─── Provided entries ───

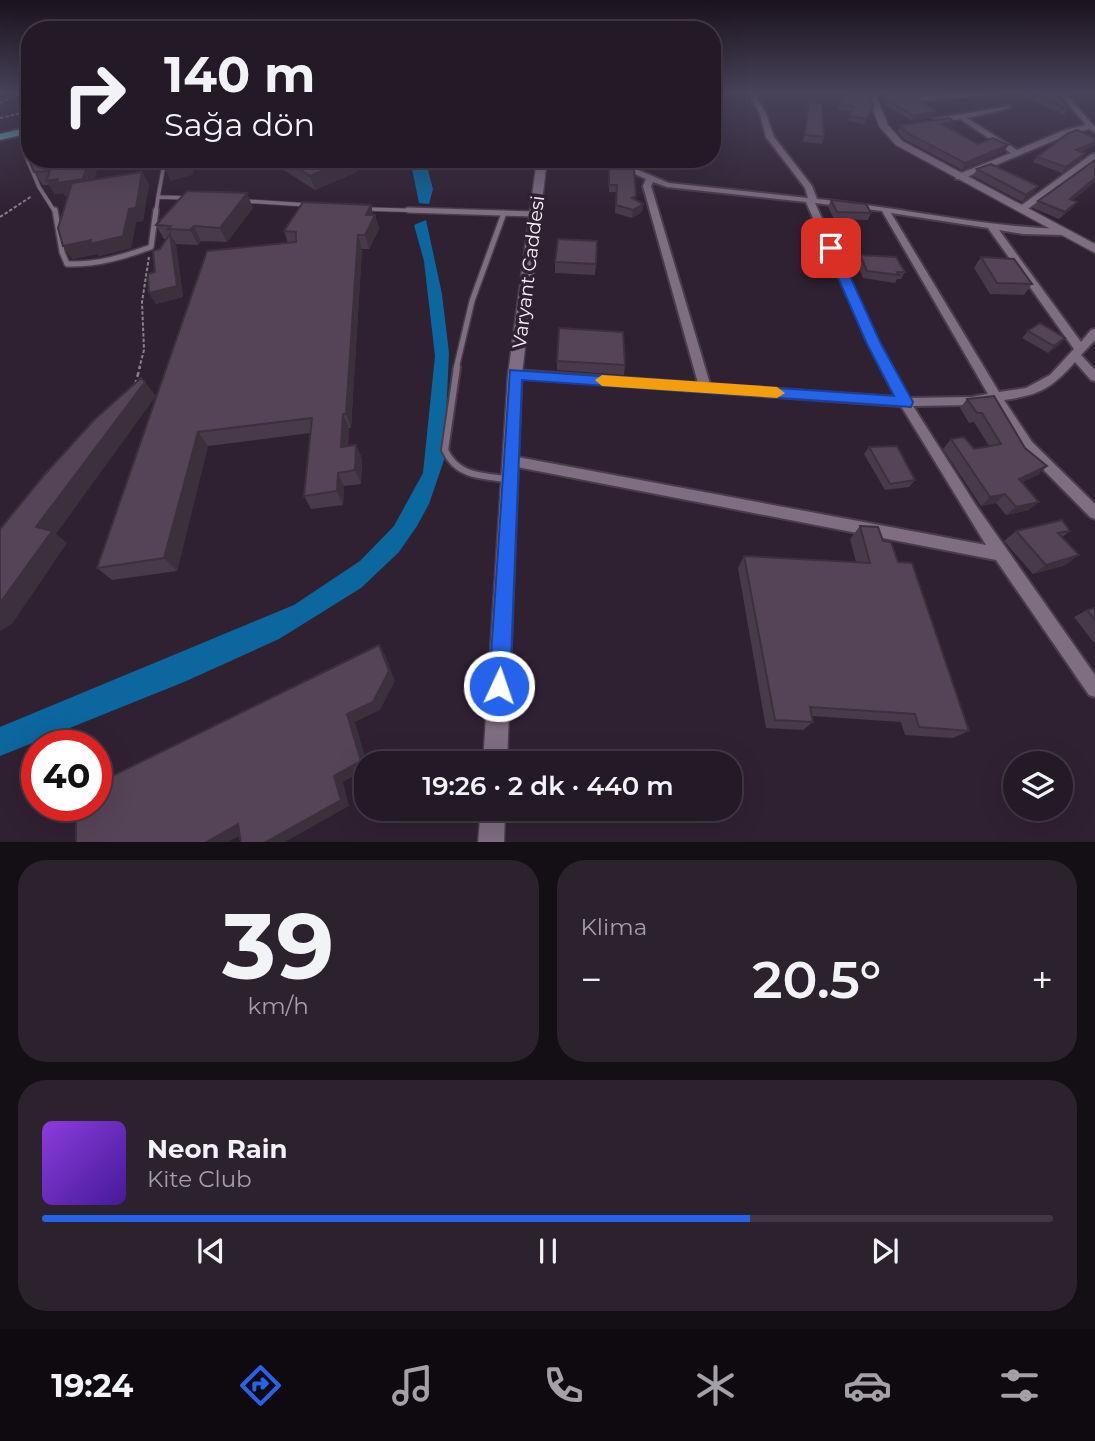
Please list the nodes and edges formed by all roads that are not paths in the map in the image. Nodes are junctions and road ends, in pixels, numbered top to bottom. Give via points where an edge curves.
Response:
1 (768, 131) edge
2 (889, 131) edge
3 (983, 131) edge
4 (1085, 131) edge
5 (21, 132) edge
6 (0, 137) edge
7 (1016, 153) junction
8 (1095, 156) edge
9 (31, 168) edge
10 (163, 168) edge
11 (541, 168) edge
12 (625, 168) edge
13 (959, 177) junction
14 (650, 179) junction
15 (158, 197) junction
16 (195, 199) edge
17 (233, 200) edge
18 (811, 200) junction
19 (316, 205) edge
20 (357, 208) edge
21 (885, 209) junction
22 (1022, 209) junction
23 (504, 213) junction
24 (537, 214) junction
25 (992, 227) junction
26 (1064, 232) junction
27 (1095, 249) edge
28 (1095, 333) edge
29 (1078, 352) junction
30 (515, 374) junction
31 (1095, 377) edge
32 (705, 388) junction
33 (996, 398) junction
34 (905, 402) junction
35 (512, 461) junction
36 (511, 480) junction
37 (1095, 513) edge
38 (1001, 554) junction
39 (1095, 689) edge
40 (496, 751) edge
41 (492, 821) edge
42 (491, 842) edge

1 - 18 street via 809,188
2 - 13 street via 907,148
3 - 7 street
4 - 7 street
5 - 6 highway
7 - 13 street
8 - 22 street
9 - 15 lane via 54,207 67,264 120,258 151,247
10 - 15 lane
11 - 24 street, Varyant Caddesi
12 - 14 street
13 - 22 street
14 - 18 street via 704,191
14 - 32 street via 647,186
15 - 16 lane
17 - 19 lane
18 - 21 street
18 - 34 street via 874,344
20 - 23 lane
21 - 25 street
21 - 33 street
22 - 26 street
23 - 24 lane
23 - 36 lane via 458,346 445,450 462,472
24 - 30 street, Varyant Caddesi
25 - 26 street
25 - 29 street
26 - 27 street
28 - 29 street
29 - 31 street
29 - 33 street via 1054,378 1029,392
30 - 32 street
30 - 35 street, Varyant Caddesi
32 - 34 street
33 - 34 street
33 - 37 street via 1028,446
34 - 38 street
35 - 36 street, Varyant Caddesi
35 - 38 street
36 - 40 street, Varyant Caddesi
38 - 39 street
41 - 42 street

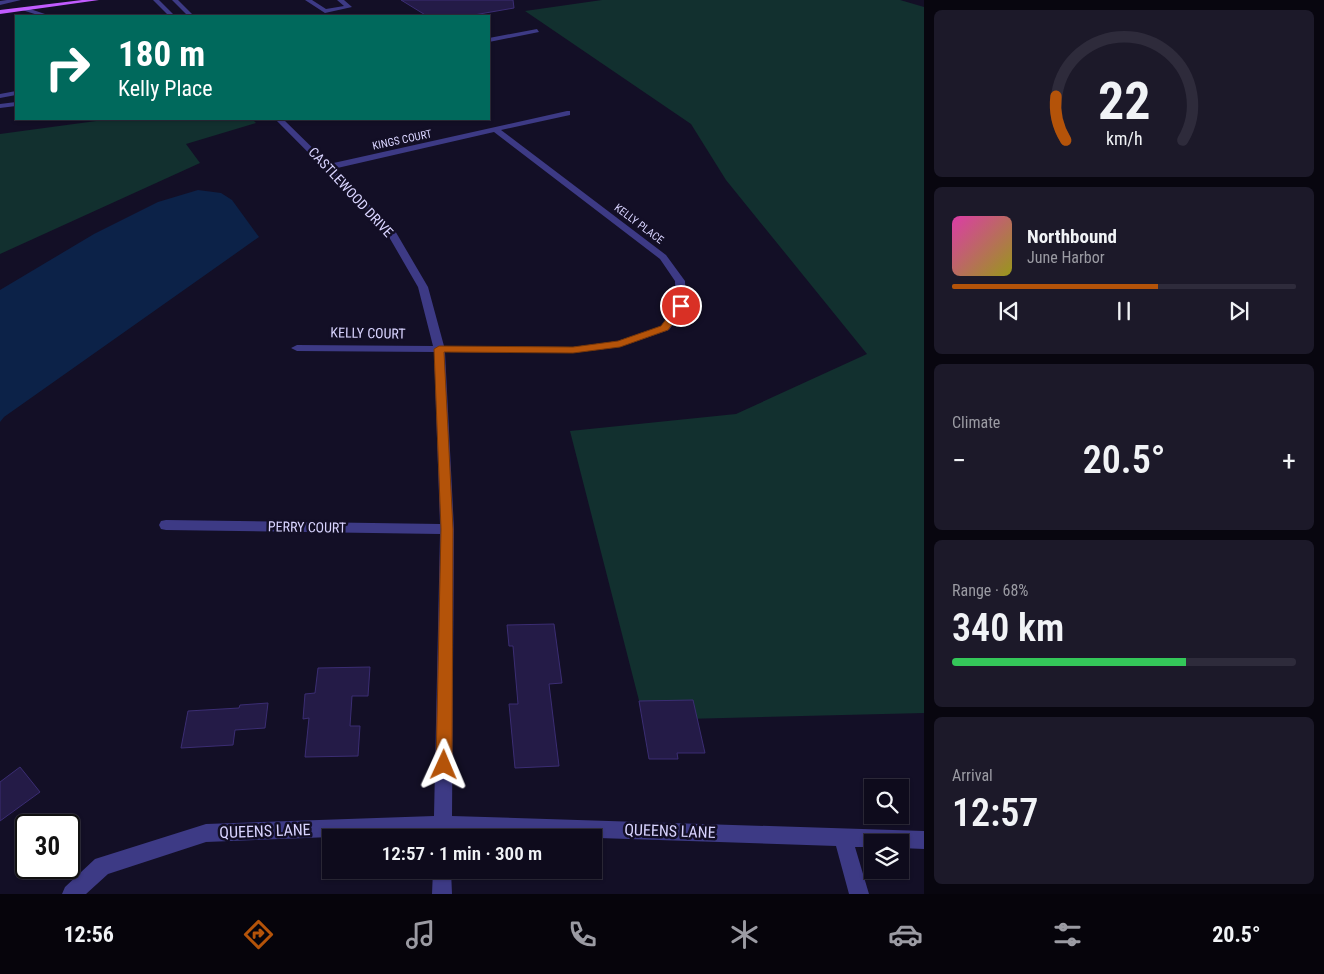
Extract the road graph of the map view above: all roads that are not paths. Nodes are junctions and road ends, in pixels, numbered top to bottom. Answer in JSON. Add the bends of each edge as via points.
{"nodes":[{"id":1,"x":18,"y":0,"type":"edge"},
{"id":2,"x":96,"y":0,"type":"edge"},
{"id":3,"x":156,"y":0,"type":"edge"},
{"id":4,"x":175,"y":0,"type":"edge"},
{"id":5,"x":308,"y":0,"type":"edge"},
{"id":6,"x":340,"y":0,"type":"edge"},
{"id":7,"x":83,"y":1,"type":"edge"},
{"id":8,"x":0,"y":3,"type":"edge"},
{"id":9,"x":24,"y":9,"type":"junction"},
{"id":10,"x":0,"y":12,"type":"edge"},
{"id":11,"x":43,"y":15,"type":"edge"},
{"id":12,"x":171,"y":15,"type":"edge"},
{"id":13,"x":191,"y":15,"type":"edge"},
{"id":14,"x":537,"y":31,"type":"dead end"},
{"id":15,"x":490,"y":40,"type":"edge"},
{"id":16,"x":15,"y":93,"type":"edge"},
{"id":17,"x":0,"y":96,"type":"edge"},
{"id":18,"x":15,"y":104,"type":"edge"},
{"id":19,"x":0,"y":106,"type":"edge"},
{"id":20,"x":567,"y":113,"type":"dead end"},
{"id":21,"x":280,"y":120,"type":"edge"},
{"id":22,"x":496,"y":130,"type":"junction"},
{"id":23,"x":329,"y":167,"type":"junction"},
{"id":24,"x":297,"y":348,"type":"dead end"},
{"id":25,"x":439,"y":349,"type":"junction"},
{"id":26,"x":166,"y":525,"type":"dead end"},
{"id":27,"x":447,"y":529,"type":"junction"},
{"id":28,"x":443,"y":829,"type":"edge"},
{"id":29,"x":322,"y":832,"type":"edge"},
{"id":30,"x":602,"y":833,"type":"edge"},
{"id":31,"x":843,"y":837,"type":"junction"},
{"id":32,"x":924,"y":840,"type":"edge"},
{"id":33,"x":442,"y":879,"type":"edge"},
{"id":34,"x":72,"y":894,"type":"edge"},
{"id":35,"x":442,"y":894,"type":"edge"},
{"id":36,"x":860,"y":894,"type":"edge"}],
"edges":[{"from":1,"to":8,"type":"street"},
{"from":2,"to":7,"type":"main road"},
{"from":3,"to":12,"type":"street"},
{"from":4,"to":13,"type":"street"},
{"from":5,"to":6,"type":"street","via":[[324,11],[350,7]]},
{"from":7,"to":9,"type":"main road"},
{"from":9,"to":10,"type":"main road"},
{"from":9,"to":11,"type":"street"},
{"from":14,"to":15,"type":"street"},
{"from":16,"to":17,"type":"street"},
{"from":18,"to":19,"type":"street"},
{"from":20,"to":22,"type":"street","name":"KINGS COURT"},
{"from":21,"to":23,"type":"street","name":"CASTLEWOOD DRIVE"},
{"from":22,"to":23,"type":"street","name":"KINGS COURT"},
{"from":22,"to":25,"type":"street","name":"KELLY PLACE","via":[[663,257],[680,281],[681,306],[665,328],[620,344],[573,350]]},
{"from":23,"to":25,"type":"street","name":"CASTLEWOOD DRIVE","via":[[389,229],[423,287]]},
{"from":24,"to":25,"type":"street","name":"KELLY COURT"},
{"from":25,"to":27,"type":"street","name":"CASTLEWOOD DRIVE"},
{"from":26,"to":27,"type":"street","name":"PERRY COURT"},
{"from":27,"to":28,"type":"street","name":"CASTLEWOOD DRIVE"},
{"from":29,"to":34,"type":"street","name":"QUEENS LANE","via":[[206,833],[102,866]]},
{"from":30,"to":31,"type":"street","name":"QUEENS LANE"},
{"from":31,"to":32,"type":"street","name":"QUEENS LANE"},
{"from":31,"to":36,"type":"street"},
{"from":33,"to":35,"type":"street"}]}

───

Report the total of lines above containing the string "edges", and write nothing besides it.

2